I called my sister in Los Angeles this morning. "We are surrounded by tragedy," she said, describing the ring of fire in the hills around Los Angeles and San Diego. "But it's weird too, because the wind isn't blowing here at all in Venice, just a brown haze in the sky from the smoke of the fires."
My sister lives in Venice, near the beach and 8 miles from the nearest fire at Malibu Canyon. The Santa Ana wind blows hot and dry every autumn.The humidity drops to almost zero and the ultra-dry wind makes everyone a little crazy, whether there is a fire or not.
Scientists at the Jet Propulsion Laboratory in Pasadena have described one beneficial aspect to this fierce offshore wind. The hot wind comes over the mountains and on to the ocean, and stirs up the water, causing colder, nutrient-rich water to rise to the surface -- it makes more food for the fishes, in other words.
Another good effect of the Santa Ana wind, is that it shapes the waves nicely at Malibu Point, one of the best and most famous surfing spots in Southern California.

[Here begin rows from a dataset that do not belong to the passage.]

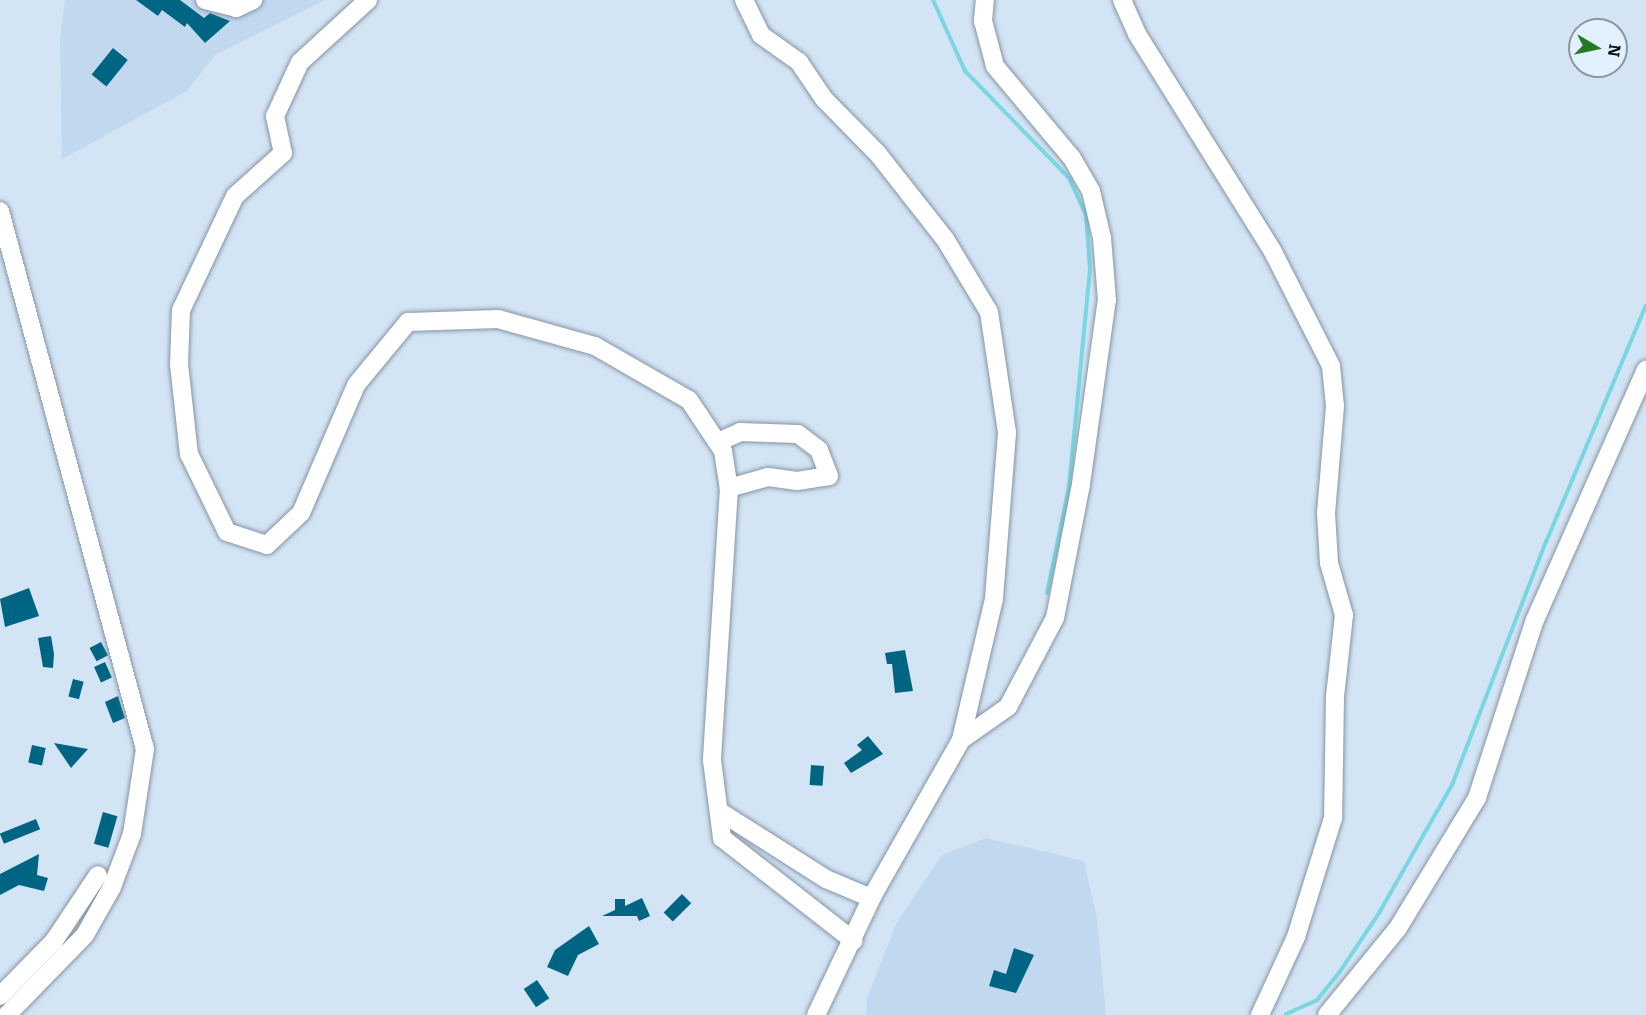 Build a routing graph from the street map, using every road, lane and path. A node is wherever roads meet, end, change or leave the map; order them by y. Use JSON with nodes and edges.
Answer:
{"nodes":[{"id":1,"x":205,"y":0,"type":"edge"},
{"id":2,"x":253,"y":0,"type":"edge"},
{"id":3,"x":368,"y":0,"type":"edge"},
{"id":4,"x":730,"y":0,"type":"edge"},
{"id":5,"x":985,"y":0,"type":"edge"},
{"id":6,"x":1122,"y":0,"type":"edge"},
{"id":7,"x":747,"y":2,"type":"edge"},
{"id":8,"x":0,"y":212,"type":"edge"},
{"id":9,"x":1646,"y":370,"type":"edge"},
{"id":10,"x":718,"y":442,"type":"junction"},
{"id":11,"x":729,"y":488,"type":"junction"},
{"id":12,"x":961,"y":740,"type":"junction"},
{"id":13,"x":719,"y":812,"type":"junction"},
{"id":14,"x":98,"y":875,"type":"dead end"},
{"id":15,"x":872,"y":898,"type":"junction"},
{"id":16,"x":854,"y":941,"type":"junction"},
{"id":17,"x":0,"y":996,"type":"edge"},
{"id":18,"x":829,"y":1006,"type":"edge"},
{"id":19,"x":6,"y":1015,"type":"edge"},
{"id":20,"x":816,"y":1015,"type":"edge"},
{"id":21,"x":1260,"y":1015,"type":"edge"},
{"id":22,"x":1327,"y":1015,"type":"edge"}],
"edges":[{"from":1,"to":2,"type":"street"},
{"from":3,"to":10,"type":"street"},
{"from":4,"to":7,"type":"street"},
{"from":5,"to":12,"type":"street"},
{"from":6,"to":21,"type":"street"},
{"from":7,"to":12,"type":"street"},
{"from":8,"to":19,"type":"street"},
{"from":9,"to":22,"type":"street"},
{"from":10,"to":11,"type":"street"},
{"from":10,"to":11,"type":"street"},
{"from":11,"to":13,"type":"street"},
{"from":12,"to":15,"type":"street"},
{"from":13,"to":15,"type":"street"},
{"from":13,"to":16,"type":"street"},
{"from":14,"to":17,"type":"street"},
{"from":15,"to":16,"type":"street"},
{"from":16,"to":18,"type":"street"},
{"from":18,"to":20,"type":"street"}]}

During the peak of the wild fires yesterday, I cruised the Internet and tuned into the Surf Cam that is trained on the Malibu Point break. It was fine. There were only a half dozen surfers on the water yesterday, when there would usually be more than 50.
So, wild fire or not, when the surf is up, you gotta go.
I'm not being glib about the massive destruction of these terrible fires. I am just pointing out that surfing is the soul and essence of Southern California culture.
I have spent many delightful hours sitting on the sand at Malibu, watching them ride the waves. And someday, with a little help and a little coaxing, I'll get out there myself.
That's why I checked the Surf Cam at the height of the disaster -- Now I know everything will be all right again.
The surfing photo was taken at Malibu in 1949. They used really big boards back then.